### TASK ITEM
Write out every line below that includes the word "dead".

Saved entries:
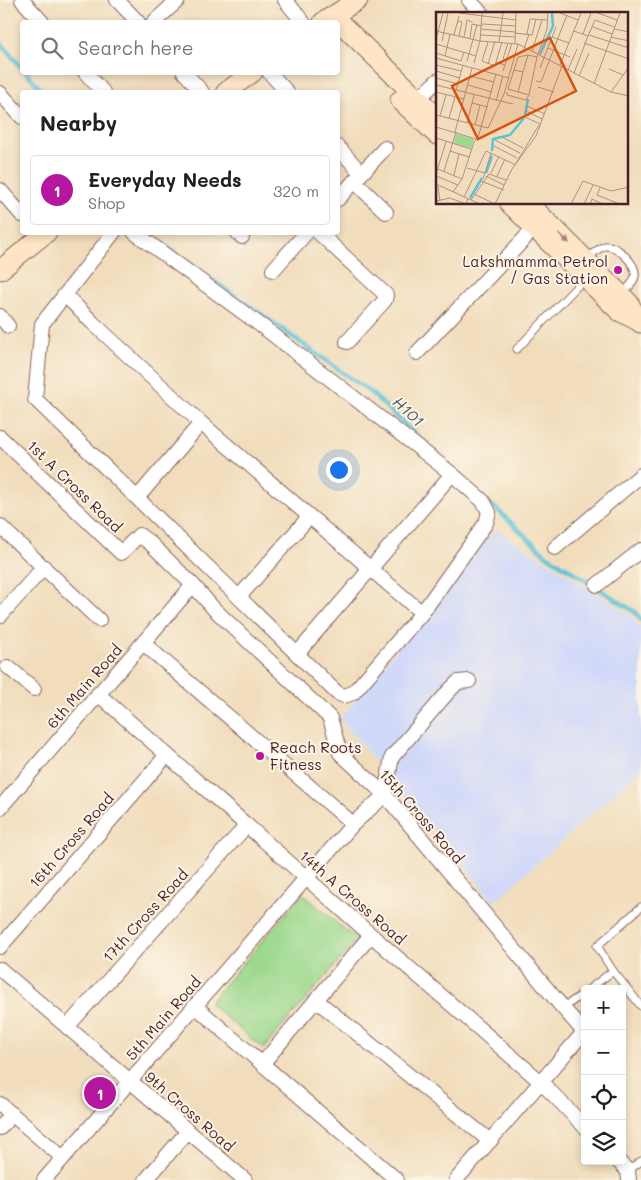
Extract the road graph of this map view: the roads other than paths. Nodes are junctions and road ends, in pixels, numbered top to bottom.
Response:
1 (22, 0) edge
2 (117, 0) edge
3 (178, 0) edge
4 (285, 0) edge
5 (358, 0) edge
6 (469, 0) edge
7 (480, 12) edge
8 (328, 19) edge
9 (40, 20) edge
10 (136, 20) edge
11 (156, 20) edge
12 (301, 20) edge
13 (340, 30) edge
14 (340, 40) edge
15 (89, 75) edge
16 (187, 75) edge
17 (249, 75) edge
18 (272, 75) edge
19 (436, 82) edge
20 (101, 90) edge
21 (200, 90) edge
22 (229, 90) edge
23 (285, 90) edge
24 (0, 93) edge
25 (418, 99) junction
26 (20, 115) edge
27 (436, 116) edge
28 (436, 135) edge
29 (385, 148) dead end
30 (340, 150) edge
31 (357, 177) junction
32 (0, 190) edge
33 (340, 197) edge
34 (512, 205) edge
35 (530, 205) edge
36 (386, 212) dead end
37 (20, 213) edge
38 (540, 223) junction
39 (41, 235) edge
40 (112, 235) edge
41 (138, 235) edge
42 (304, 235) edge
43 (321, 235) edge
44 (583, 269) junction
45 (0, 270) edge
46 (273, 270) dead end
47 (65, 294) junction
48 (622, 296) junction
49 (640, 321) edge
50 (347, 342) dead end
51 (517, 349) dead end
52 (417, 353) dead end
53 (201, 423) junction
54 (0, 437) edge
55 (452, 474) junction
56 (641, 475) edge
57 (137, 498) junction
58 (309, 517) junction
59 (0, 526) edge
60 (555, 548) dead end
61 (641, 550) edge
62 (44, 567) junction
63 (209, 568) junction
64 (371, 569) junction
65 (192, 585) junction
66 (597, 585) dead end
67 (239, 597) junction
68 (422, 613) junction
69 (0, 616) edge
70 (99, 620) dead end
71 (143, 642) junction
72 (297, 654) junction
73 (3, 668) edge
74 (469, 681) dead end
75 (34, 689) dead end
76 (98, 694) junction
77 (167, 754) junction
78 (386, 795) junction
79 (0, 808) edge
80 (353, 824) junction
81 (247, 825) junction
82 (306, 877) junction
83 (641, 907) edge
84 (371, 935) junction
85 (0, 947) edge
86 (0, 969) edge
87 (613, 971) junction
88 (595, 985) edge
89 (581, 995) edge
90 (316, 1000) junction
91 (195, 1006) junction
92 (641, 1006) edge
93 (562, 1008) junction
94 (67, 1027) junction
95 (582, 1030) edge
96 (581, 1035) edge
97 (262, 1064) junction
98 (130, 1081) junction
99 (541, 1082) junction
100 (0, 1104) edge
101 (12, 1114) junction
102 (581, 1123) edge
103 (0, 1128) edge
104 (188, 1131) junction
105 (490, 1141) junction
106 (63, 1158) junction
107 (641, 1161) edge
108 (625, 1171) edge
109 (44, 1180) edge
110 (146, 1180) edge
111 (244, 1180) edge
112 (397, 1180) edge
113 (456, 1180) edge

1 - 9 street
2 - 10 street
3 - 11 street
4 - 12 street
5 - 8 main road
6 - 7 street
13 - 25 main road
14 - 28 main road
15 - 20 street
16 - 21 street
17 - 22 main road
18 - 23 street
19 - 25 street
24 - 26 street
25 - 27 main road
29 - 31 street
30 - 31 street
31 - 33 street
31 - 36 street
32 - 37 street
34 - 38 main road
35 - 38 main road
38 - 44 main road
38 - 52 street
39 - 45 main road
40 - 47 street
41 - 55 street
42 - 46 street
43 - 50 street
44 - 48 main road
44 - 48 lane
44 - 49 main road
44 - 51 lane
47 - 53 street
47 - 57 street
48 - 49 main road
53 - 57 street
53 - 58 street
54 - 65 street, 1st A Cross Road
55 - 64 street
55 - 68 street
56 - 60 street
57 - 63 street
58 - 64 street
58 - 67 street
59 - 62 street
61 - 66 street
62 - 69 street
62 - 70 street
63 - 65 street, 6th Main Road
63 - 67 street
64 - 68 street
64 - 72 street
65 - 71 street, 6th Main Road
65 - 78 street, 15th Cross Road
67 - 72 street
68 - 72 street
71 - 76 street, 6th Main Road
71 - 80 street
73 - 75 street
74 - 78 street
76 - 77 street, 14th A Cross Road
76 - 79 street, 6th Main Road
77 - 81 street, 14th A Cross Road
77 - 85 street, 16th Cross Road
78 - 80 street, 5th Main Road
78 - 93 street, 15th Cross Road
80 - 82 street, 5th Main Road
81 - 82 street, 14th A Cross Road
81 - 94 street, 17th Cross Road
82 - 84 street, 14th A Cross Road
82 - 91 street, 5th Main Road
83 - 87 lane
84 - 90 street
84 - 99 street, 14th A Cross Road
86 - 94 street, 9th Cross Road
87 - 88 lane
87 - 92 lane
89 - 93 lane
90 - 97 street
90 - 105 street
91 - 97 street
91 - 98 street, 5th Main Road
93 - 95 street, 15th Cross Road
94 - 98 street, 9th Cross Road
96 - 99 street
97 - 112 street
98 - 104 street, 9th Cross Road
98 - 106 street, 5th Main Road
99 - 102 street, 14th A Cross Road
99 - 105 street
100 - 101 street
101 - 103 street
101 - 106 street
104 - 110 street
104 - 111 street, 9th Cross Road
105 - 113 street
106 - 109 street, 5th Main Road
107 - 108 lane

### COMPLETED TASK
29 (385, 148) dead end
36 (386, 212) dead end
46 (273, 270) dead end
50 (347, 342) dead end
51 (517, 349) dead end
52 (417, 353) dead end
60 (555, 548) dead end
66 (597, 585) dead end
70 (99, 620) dead end
74 (469, 681) dead end
75 (34, 689) dead end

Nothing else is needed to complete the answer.